To support his objection appellant relies upon sec-' tions 68 and 207 of the Revised Statutes.
Section 207 provides that, “Any executor or administrator may establish a demand against his testator or intestate, by proceeding against his co-executor or co-administrator in the manner prescribed for other persons. But if there be no co-executor or co-administrator, he shall file his claim and other papers, and the court shall appoint some suitable person to appear and manage the defence.” Section 68 provides that, “The administration upon partnership effects, whether by the surviving partner, or executor or administrator of the deceased partner, shall, in all respects, conform to administrations in ordinary cases, except as otherwise herein provided. * * * ” But it is provided in section 65 of the Revised Statutes that, ‘ ‘ In all cases where the surviving partner administers upon the partnership effects, he shall have power to pay off demands against the partnership, without requiring the same to be exhibited for allowance to the court, and such court shall allow such partner, in his settlements, as credits, all demands which he may thus discharge, if it shall be satisfied with the justness of the demands. * * * ” It is clear, that under these statutes, had the partnership
*430 consisted of three persons, and upon the death of McNeel, the other surviving partner and S. Kahn had entered upon the administration of the partnership estate, a.s the surviving partner, Kahn’s co-administrator could have paid Kahn’s claim against the firm without it having been first exhibited to the court for allowance, provided always that section 207 has any reference or application to the administration upon a partnership estate by the surviving partners. Because, without creditors of the estate generally exhibiting their claims to the court for allowance, the surviving partners, administering, could pay the claims (said section 65 and Denny v. Turner, 2 Mo. App. 55), and section 207 permits the administrator to establish, against his co-administrator, his demand “ in the manner prescribed for other persons,” establishing their demands against both the administrator and his co-administrator. These statutes would thus result in what the legislature manifestly never intended. One result would be that the claim of the surviving partner would be upon an equality with the claims of strangers against the partnership, which would, in case of insolvency of the partnership estate, make it necessary for the surviving partner to return to the other creditors the amount of his claim or so much thereof as might be necessary to complete the payment of those claims not paid in full. In fact, as in the administration of a partnership estate by the surviving partners, they may exhaust the funds of the estate in the payment of certain claims to the exclusion of all other claims against the estate (Crow v. Weidner, 36 Mo. 412); the surviving partner might, alone of all claimants, receive payment of his claim, but which, however, the other claimants could compel him to repay to them. This, as a matter of course, the legislature never intended to accomplish, and no such construction can be placed upon these statutes by us.Another result would be to give to the co-administrator exclusive power of administration as to a certain part of the estate. He would keep his own separate accounts. He alone would make certain payments. He alone would be entitled to certain credits. As to one
*431 part of the estate, the partner, with a claim, and his surviving partner would be co-administrators of the estate, together having absolute power as such administrators ; as to another part of the estate, the - surviving partner, without a claim, would alone be the sole administrator of the estate, possessing the power of such administrator Such was clearly not the object of the legislature.The legislature simply intended the co-administrator, if such there was, to do that and only that, which the administrator pro tem., appointed by the probate court, should do, if there was no co-administrator. The administrator pro tem. the court should appoint “ to appear and manage the defence; ” not to manage the estate, except as to the mere defence against the claim in court, not to pay the claim. The power and duty of the co-administrator and the administrator prro tem. are the same, identically the same; and clearly have no existence except in the ordinary administration of estates.

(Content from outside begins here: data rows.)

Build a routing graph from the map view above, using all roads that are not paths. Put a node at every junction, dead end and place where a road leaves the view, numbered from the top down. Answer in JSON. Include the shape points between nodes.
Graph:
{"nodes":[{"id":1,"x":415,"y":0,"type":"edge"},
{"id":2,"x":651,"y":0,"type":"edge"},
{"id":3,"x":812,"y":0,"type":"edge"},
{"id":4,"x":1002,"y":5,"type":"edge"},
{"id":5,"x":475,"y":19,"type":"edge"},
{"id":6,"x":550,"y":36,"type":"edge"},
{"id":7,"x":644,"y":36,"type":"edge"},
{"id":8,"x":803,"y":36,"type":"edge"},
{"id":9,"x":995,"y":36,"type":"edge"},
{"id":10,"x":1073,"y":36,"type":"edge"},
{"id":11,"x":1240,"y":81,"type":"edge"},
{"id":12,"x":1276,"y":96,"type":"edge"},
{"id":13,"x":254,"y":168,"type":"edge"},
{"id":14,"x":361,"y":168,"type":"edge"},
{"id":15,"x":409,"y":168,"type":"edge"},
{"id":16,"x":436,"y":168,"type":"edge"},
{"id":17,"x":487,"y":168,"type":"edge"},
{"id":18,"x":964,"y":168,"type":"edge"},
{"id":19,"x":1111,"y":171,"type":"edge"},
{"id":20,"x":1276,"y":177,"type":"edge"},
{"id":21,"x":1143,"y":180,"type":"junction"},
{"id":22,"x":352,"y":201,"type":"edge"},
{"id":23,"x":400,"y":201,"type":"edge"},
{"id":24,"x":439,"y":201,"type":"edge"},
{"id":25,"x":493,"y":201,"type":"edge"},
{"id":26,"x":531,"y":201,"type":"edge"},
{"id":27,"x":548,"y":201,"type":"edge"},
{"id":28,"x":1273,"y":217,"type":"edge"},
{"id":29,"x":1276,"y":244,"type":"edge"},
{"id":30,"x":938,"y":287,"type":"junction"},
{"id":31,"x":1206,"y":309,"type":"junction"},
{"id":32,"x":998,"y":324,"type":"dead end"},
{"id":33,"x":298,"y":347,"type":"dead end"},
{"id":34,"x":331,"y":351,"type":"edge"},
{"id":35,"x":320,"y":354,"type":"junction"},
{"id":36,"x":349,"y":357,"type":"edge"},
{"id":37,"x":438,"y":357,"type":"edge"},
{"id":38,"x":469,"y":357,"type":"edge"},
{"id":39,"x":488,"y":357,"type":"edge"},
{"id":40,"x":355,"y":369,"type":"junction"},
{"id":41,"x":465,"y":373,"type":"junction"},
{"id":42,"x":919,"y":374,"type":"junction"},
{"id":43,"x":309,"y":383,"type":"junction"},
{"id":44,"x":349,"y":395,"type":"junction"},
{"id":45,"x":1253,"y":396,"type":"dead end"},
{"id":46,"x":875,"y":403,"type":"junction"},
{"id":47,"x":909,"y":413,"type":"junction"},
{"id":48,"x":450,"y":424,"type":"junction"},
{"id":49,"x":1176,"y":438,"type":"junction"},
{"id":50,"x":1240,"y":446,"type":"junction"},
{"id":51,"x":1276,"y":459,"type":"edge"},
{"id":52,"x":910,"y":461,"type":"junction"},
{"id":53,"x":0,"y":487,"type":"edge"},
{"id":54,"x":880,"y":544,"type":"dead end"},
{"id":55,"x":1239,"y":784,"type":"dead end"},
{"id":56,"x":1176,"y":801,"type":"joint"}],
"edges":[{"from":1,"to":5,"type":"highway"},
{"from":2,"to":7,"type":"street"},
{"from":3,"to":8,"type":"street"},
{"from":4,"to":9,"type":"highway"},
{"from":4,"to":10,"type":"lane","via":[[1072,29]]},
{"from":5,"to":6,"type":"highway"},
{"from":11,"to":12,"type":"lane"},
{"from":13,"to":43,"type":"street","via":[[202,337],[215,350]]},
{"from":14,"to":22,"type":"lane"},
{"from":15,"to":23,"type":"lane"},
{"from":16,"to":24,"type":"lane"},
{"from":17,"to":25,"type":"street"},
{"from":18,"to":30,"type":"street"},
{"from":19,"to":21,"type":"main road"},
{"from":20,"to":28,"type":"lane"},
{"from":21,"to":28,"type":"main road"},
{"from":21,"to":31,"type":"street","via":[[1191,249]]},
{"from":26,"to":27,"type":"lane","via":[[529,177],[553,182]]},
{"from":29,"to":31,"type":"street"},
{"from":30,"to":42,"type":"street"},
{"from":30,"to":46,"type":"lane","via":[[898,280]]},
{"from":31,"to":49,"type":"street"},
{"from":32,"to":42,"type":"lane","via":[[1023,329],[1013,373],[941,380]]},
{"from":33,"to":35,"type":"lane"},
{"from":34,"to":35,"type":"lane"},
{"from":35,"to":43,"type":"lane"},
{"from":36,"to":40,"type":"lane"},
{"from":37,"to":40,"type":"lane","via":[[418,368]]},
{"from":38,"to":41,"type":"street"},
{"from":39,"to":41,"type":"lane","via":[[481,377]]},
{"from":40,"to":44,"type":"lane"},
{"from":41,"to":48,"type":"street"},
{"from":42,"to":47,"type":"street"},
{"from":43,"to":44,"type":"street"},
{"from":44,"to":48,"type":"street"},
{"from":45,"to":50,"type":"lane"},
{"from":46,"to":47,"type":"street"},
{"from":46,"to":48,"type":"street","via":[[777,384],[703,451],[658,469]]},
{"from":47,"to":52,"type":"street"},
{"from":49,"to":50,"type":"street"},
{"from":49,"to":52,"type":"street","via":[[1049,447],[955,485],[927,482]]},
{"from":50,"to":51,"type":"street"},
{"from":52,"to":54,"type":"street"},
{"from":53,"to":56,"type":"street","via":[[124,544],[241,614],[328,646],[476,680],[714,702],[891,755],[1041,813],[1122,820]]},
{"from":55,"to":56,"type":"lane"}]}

The allowance of the claim as a credit in favor of S. Kahn bound only the partnership estate, and was in no manner binding upon the individual estate of McNeel. Burton v. Rutherford, admr., etc., 49 Mo. 258. The allowance of the claim against even the partnership estate could not in fact be made except subject to all the other claims against said estate. - We are of the opinion that the claim was presented and allowed against the estate in a proper manner. In this case, after all other claims against the estate of the partnership had been satisfied, the probate court allowed the surviving partner that which was due him as shown by the books of the firm. In so doing the probate court committed no error.
Section 207 has no application to administration by a surviving partner of a partnership estate ; such administration is governed exclusively by section 65.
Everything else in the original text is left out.